Я не пряталась в университете от работы под стать розовощёким пацанам в роговых очочках, косившим от армии. Поработав помощником главы московского бюро консервативной японской газеты с ежедневным тиражом в пару миллионов экземпляров и поняв, что ловить в редакции мне больше нечего – выше меня стоял только шеф-кор и его зам – я выиграла правительственный грант и уехала восвояси, грызть гранит наук и приобщаться к таинственной культуре Страны восходящего солнца. Всё шло своим чередом: я копалась в архивах, проводила дни и ночи в библиотеке, пока корпоративное безумие не постучалось и в мою дверь беспардонной старухой-процентщицей, пришедшей взимать должок.
Раз уж я, помешанная на своём исследовании зубрилка, сдавала главу за главой неделями раньше установленных диссоветом сроков, я решила, что вполне могу записаться на курс японской классики: книжный червь тянулся к новым стеллажам, надеясь полакомиться литературными деликатесами.
В программу весеннего семестра помимо откровенно абсурдных «Дома спящих красавиц» Кавабаты и «Охоты на детей» Коно, подванивающих извращениями, как те поношенные трусы, что в Японии продают в магазинах для взрослых, весьма некстати включили роман Нацумэ Сосэки «Затем», реалистичный и пугающий. Если первые, коротенькие новеллы, дались мне с трудом, местами вызывая чувство брезгливости, то последний я прочла запоем. Огромная лягушка-бык не успела проквакать и пары ночных партий на пруду рядом с университетской общагой, как роман Сосэки был осилен, вскружив усмирённое давеча чувство тревоги и взбаламутив все страхи и волнения относительно будущего, которые долго дремали, убаюканные уютной академической люлькой. Сосэки поставил ребром вопрос о моём собственном Затем. Я впервые всерьёз задумалась о том Затем, что будет ждать меня, когда я получу степень доктора, о том Затем, что нежданно-негаданно нагрянет, когда мне с фанфарами и под аплодисменты собравшихся перережут пуповину правительственной стипендиальной программы, кормившей меня все эти годы, и кормившей весьма неплохо. Я сидела на полу-татами перед только что захлопнутой книжкой. За окном занимался рассвет. Жирная жаба квакала с ровными интервалами, будто по маятнику отсчитывая, когда надо открыть склизкую пасть и извергнуть стон, а мною овладевал ужас при мысли о том, что в один прекрасный момент я окажусь за дверью альма-матер, держа в руках лишь многостраничную копию собственной диссертации, диплом с отличием и ноль на сберегательном счете.
Битва за магистратуру тоже была не из лёгких.
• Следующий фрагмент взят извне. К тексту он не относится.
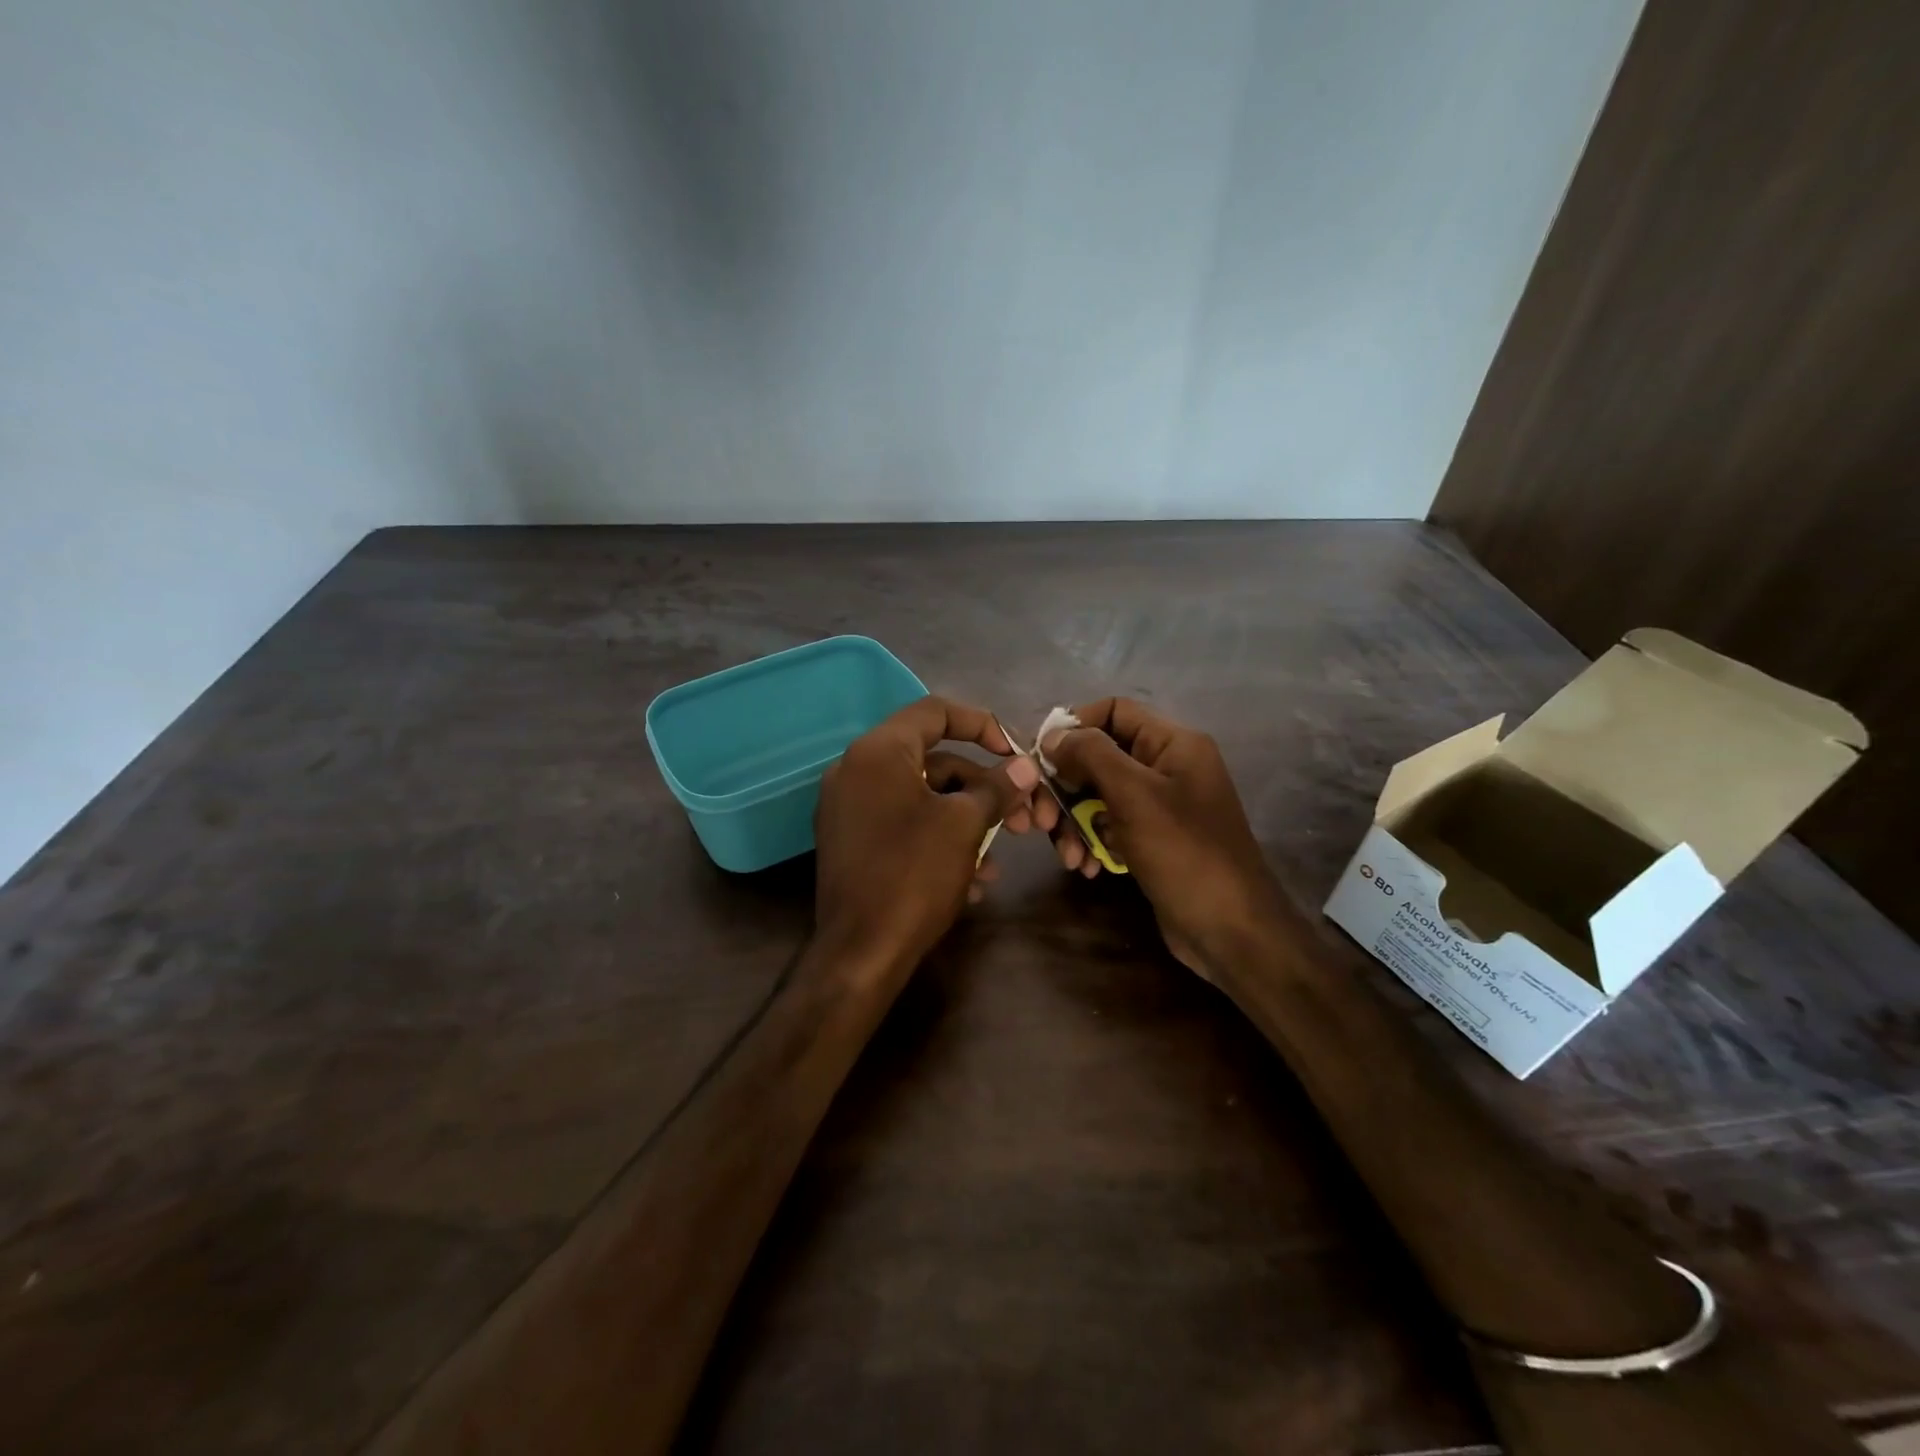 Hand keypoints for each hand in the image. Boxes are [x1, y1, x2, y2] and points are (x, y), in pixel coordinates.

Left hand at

За месяцы до того как я встала перед распахнутым чемоданом, прикидывая сколько пакетов гречки в него поместится, друзья активно пытались отговорить меня от, как им казалось, опасной авантюры.
– Зачем тебе эта магистратура? Ты что не понимаешь, что это просто трата времени? Ты убьёшь два года, а потом вернешься туда же, с чего начинала, а все остальные к тому моменту уже будут зарабатывать в два раза больше тебя. Если так хочется перемен, просто поменяй работу или купи новые шторы. Да мебель переставь в конце концов! – Лера активно жестикулировала. Был погожий августовский вечер, мы стояли на балконе, и мне то и дело приходилось отшатываться от пролетавшей в паре сантиметров от носа сигареты-кометы.
Все будто сговорились. Друзья, с кем в 18 лет мы вместе мечтали о приключениях, отсутствии в своей жизни табличек «Эксель» и строгих дресс-кодов, к 23 успели стать преданными рыцарями длинного стола с перегородками, готовыми если уж и не вонзить меч в сердце фрилансера, то хотя бы попытаться обратить его в свою веру – веру во всесилие бабла и животворящую мощь белого воротника, перетянутого чёрным галстуком.
– Как я могу стать настоящим японистом, если не поживу в Японии пару лет? – спрашивала я в ответ.
– Многие становятся, ни разу там не побывав, а ты и так туда уже раз шесть моталась. Да и вообще японистикой своей – слово-то какое противное – ты себя не прокормишь.
– Я бы не была такой категоричной…
– Припомни мои слова, когда через пару лет все вокруг пересядут на новенькие «Бэхи», а ты, вернувшись из своего прекрасного-распрекрасного Токио, будешь вынуждена каждое утро спускаться в вонючее московское метро и ездить на работу в компании бабок с синдромом Туретта. Кира, возьми Айн Рэнд почитай, – в ход пошла тяжёлая техника.
– Я читала «Атланта».
– И что? Ты хочешь быть, как все те люди, что пытались сесть на шею Дагни и Риардена? – Лера бросила тлеющий бычок вниз – я провожала его взглядом до тех пор, пока он не превратился в точку – где-то на уровне пятнадцатого этажа.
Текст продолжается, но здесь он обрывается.